> [What is being asked]: If a line in the entries below contains the word "middle", it counts; report how many such lines there are, and only that number.

(Saved data entries)
+ + +

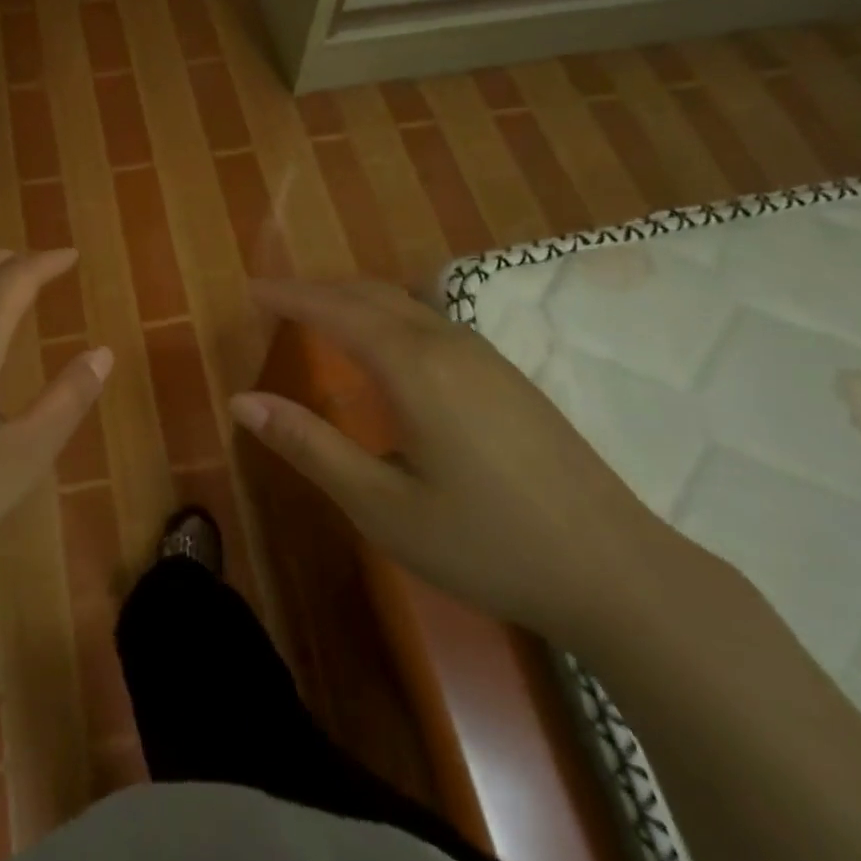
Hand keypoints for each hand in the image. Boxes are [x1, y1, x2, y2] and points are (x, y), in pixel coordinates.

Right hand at [229, 279, 681, 648]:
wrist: (617, 571)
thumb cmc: (487, 543)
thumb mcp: (382, 506)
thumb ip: (311, 447)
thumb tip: (243, 401)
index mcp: (414, 368)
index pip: (336, 311)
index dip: (291, 296)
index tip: (252, 288)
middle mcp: (449, 345)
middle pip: (373, 295)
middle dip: (320, 289)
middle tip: (277, 298)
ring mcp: (486, 358)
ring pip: (407, 304)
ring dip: (357, 299)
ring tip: (321, 313)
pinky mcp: (509, 377)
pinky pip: (433, 322)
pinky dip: (390, 315)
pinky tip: (389, 346)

+ + +

> [Finished exercise]: 4